** What you need to do **
Among the entries below, find the lines with the word "above" and return them.

** Information supplied **
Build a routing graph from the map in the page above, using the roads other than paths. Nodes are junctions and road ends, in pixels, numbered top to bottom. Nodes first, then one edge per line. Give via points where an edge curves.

* * *

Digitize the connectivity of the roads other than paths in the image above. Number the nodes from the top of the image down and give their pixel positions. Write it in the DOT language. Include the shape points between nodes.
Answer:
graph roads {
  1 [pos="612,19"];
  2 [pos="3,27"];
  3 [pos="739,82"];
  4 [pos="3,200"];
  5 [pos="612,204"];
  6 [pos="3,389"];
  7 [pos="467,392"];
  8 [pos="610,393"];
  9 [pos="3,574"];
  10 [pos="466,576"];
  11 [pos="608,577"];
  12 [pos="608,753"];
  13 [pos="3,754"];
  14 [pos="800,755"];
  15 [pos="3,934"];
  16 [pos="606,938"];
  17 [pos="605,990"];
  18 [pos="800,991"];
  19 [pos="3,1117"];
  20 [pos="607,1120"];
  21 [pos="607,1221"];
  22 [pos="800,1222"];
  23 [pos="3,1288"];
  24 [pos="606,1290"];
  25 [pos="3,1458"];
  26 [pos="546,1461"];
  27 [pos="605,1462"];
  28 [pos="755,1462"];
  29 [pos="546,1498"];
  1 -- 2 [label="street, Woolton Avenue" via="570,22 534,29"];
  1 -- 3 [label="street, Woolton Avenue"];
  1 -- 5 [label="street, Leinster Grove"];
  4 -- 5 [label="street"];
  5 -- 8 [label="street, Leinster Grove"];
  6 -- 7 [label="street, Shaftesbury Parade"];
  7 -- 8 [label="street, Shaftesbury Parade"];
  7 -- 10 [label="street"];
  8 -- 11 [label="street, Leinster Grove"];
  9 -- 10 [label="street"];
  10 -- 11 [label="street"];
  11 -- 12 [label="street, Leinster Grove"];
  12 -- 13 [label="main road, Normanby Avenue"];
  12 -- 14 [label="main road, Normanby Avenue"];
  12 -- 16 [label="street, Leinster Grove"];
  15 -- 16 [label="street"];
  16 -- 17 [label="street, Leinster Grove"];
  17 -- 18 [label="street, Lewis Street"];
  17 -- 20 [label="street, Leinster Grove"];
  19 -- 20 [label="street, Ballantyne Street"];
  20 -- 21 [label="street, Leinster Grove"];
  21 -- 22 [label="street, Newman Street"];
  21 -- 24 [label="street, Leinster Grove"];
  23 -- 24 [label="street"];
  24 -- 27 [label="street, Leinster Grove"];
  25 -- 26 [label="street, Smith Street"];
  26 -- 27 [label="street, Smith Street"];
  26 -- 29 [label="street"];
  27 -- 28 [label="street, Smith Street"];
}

** Response **
Build a routing graph from the map in the page above, using the roads other than paths. Nodes are junctions and road ends, in pixels, numbered top to bottom. Nodes first, then one edge per line. Give via points where an edge curves.
Digitize the connectivity of the roads other than paths in the image above. Number the nodes from the top of the image down and give their pixel positions. Write it in the DOT language. Include the shape points between nodes.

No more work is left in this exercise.